I requested a minimum wage and he offered me three times what I had asked. After Ron spoke with both of my parents (I was eighteen), I went to his and Sarah’s house in Cambridge where I tested the software. I was free to draw anything I wanted, gave feedback on the UI and the functionality of the tools, and created artwork to illustrate the power of the program.

My entire art career has spiraled out of this gig. The program was titled “Mischief” and they featured me in a video to advertise it. They brought it to animators at Disney in California, and I accompanied them to New York to share the program with artists at Marvel headquarters. Those connections led me to an internship at Marvel Animation in Glendale, a job at Disney animating twelve shorts which aired on Disney XD channel, my job at Harvard as a User Experience Designer, my role as an Artist in Residence at MIT and as a freelance scientific illustrator creating thirty-two illustrations for a book to be published by the Oxford Press in 2020 titled Block by Block: The Historical and Theoretical Foundations of Thermodynamics by Robert Hanlon.

I now work exclusively as a freelance contract artist and enjoy traveling for work. In my free time when I’m not writing and producing music, I’m working on a graphic novel which I aspire to have adapted into a full-length feature film.

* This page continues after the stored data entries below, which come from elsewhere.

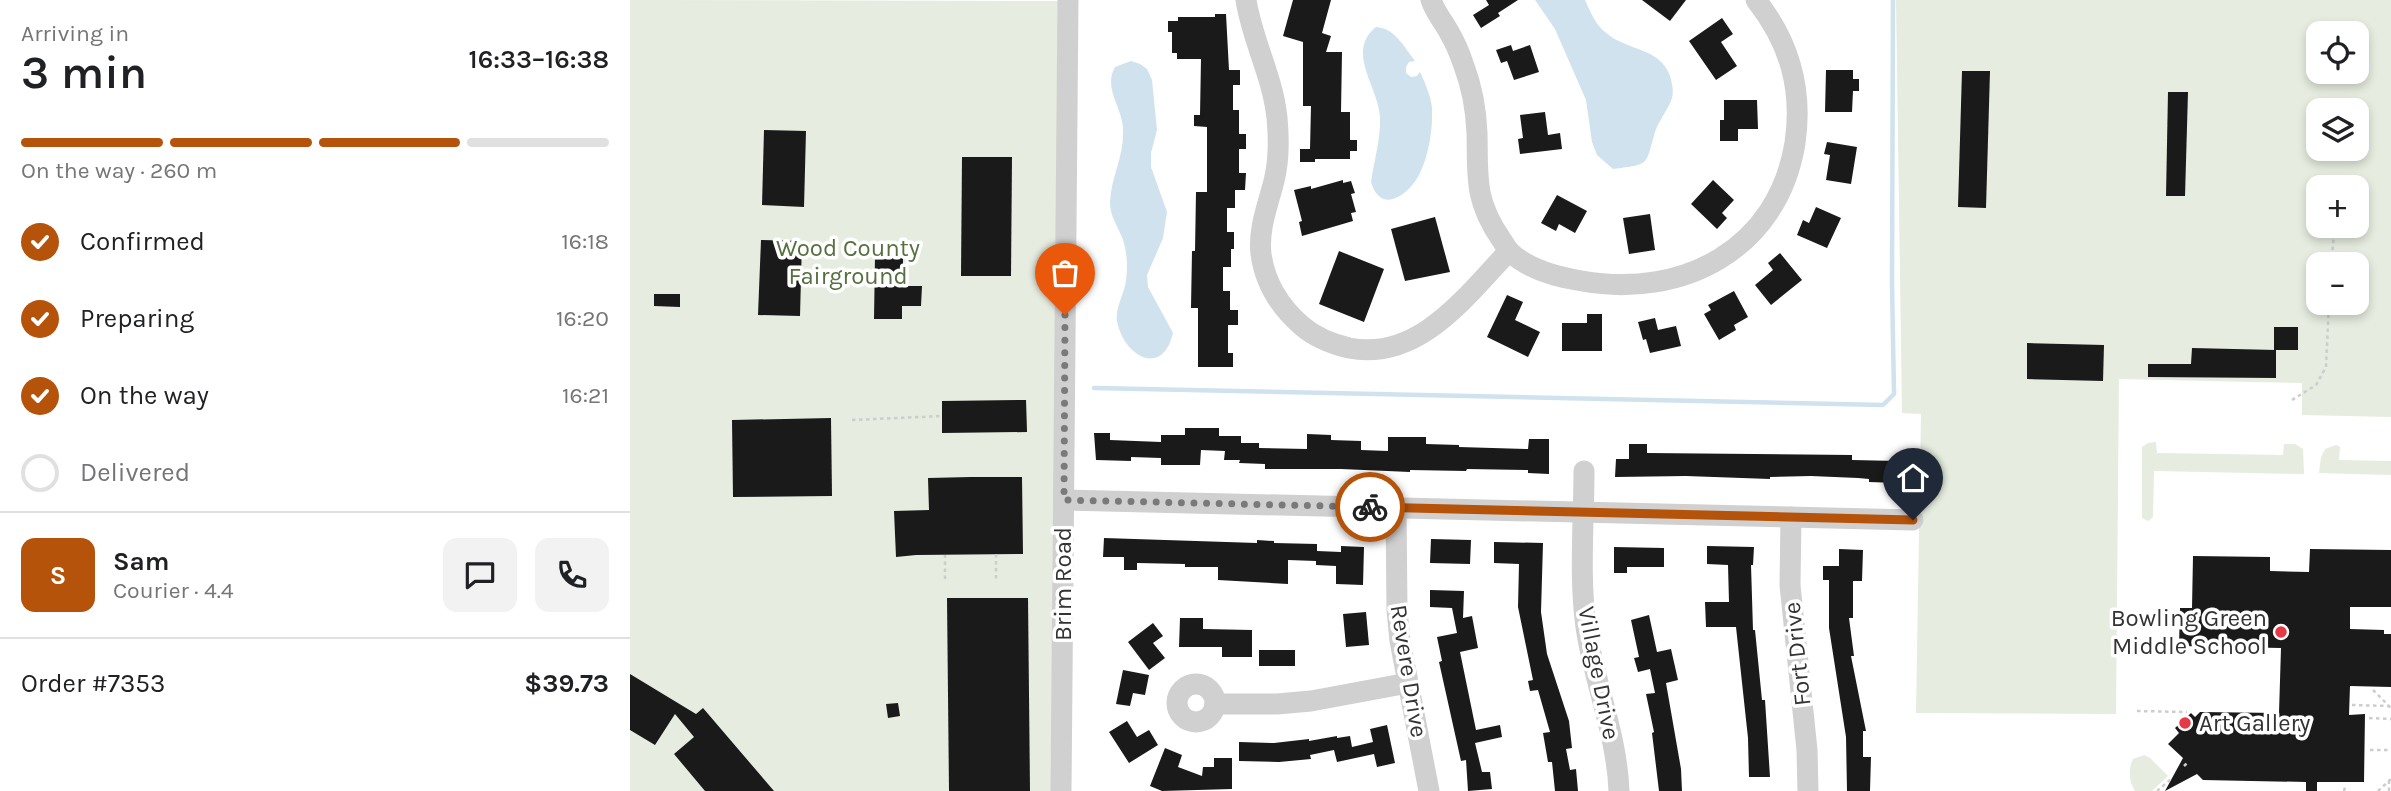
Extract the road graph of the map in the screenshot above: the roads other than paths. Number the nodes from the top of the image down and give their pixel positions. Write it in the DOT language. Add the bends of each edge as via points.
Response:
graph roads {
  1 [pos="1068,0"];
  2 [pos="1246,0"];
  3 [pos="1431,0"];
  4 [pos="1756,0"];
  5 [pos="1509,251"];
  6 [pos="1584,471"];
  7 [pos="1064,500"];
  8 [pos="1396,508"];
  9 [pos="1584,512"];
  10 [pos="1791,517"];
  11 [pos="1913,520"];
  12 [pos="1408,683"];
  13 [pos="1215,704"];
  14 [pos="1061,791"];
  15 [pos="1429,791"];
  16 [pos="1619,791"];
  17 [pos="1808,791"];
  1 -- 7 [label="street, Brim Road"];
  2 -- 5 [label="street" via="1273,93 1278,136 1274,179 1260,237 1261,257 1270,287 1292,317 1337,346 1368,350 1399,344 1454,310"];
  3 -- 5 [label="street" via="1464,66 1475,106 1481,202"];
  4 -- 5 [label="street" via="1791,64 1798,105 1791,166 1777,200 1752,233 1701,270 1639,285 1559,277"];
  6 -- 9 [label="street, Village Drive"];
  7 -- 8 [label="street"];
  7 -- 14 [label="street, Brim Road"];
  8 -- 9 [label="street"];
  8 -- 12 [label="street, Revere Drive" via="1397,610"];
  9 -- 10 [label="street"];
  9 -- 16 [label="street, Village Drive" via="1586,627 1613,742"];
  10 -- 11 [label="street"];
  10 -- 17 [label="street, Fort Drive" via="1791,599"];
  12 -- 13 [label="street" via="1311,701"];
  12 -- 15 [label="street, Revere Drive"];
}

Overall, has it been relatively smooth? If not, what were some of the struggles along the way?
The greatest hurdles I’ve encountered as a professional artist have all stemmed from my expectations. My idea for my ultimate art “dream job” has changed more times than I can count, and every time I switched industries I worried that my multicolored resume would leave me struggling to find consistent work. I couldn’t have been more wrong. As an artist, you can apply your skills in so many different industries. It’s just not something that everyone does and for good reason: it’s challenging! You have to be self-motivated and do quite a bit more legwork, but the reward is artistic freedom to design a career that works for you. To me, it’s worth it.

We’d love to hear more about your art.
Over the past ten years, my career has been far from linear, but I’ve started to connect the dots and have come to make out a common thread: My mission is to facilitate technology and education using my skills as an artist. I’m very passionate about education and believe there is unprecedented progress to be made by infusing it with the same attention that we put into entertainment.

On a less serious note, I like to spend my free time for fun and a little profit on avenues that will generate passive income. Designing icons and illustrating prints for apparel and commodities are a couple of my favorite pastimes. I have a Society6 shop that I created when I lived in San Francisco called MysteryMuseum. Some larger personal projects include a visually-oriented organizational app which will be translated into augmented reality and, of course, the ongoing creation of my graphic novel.

So, what’s next? Any big plans?
I’m presently taking some time to work on my personal projects. One of my favorite ongoing projects has been OTARI, a thrilling yet whimsical game which teaches the player about cybersecurity while exploring a futuristic city where there are canals instead of roads, and a variety of efficient water vehicles in place of cars.

Along with my partner, Justin Troutman—an experienced cybersecurity wizard-based out of San Francisco—we created the company FIGHTING! Studios, inspired by the popular phrase in Korean culture. We are currently in the conceptual stage of its development and will release the Kickstarter in 2020.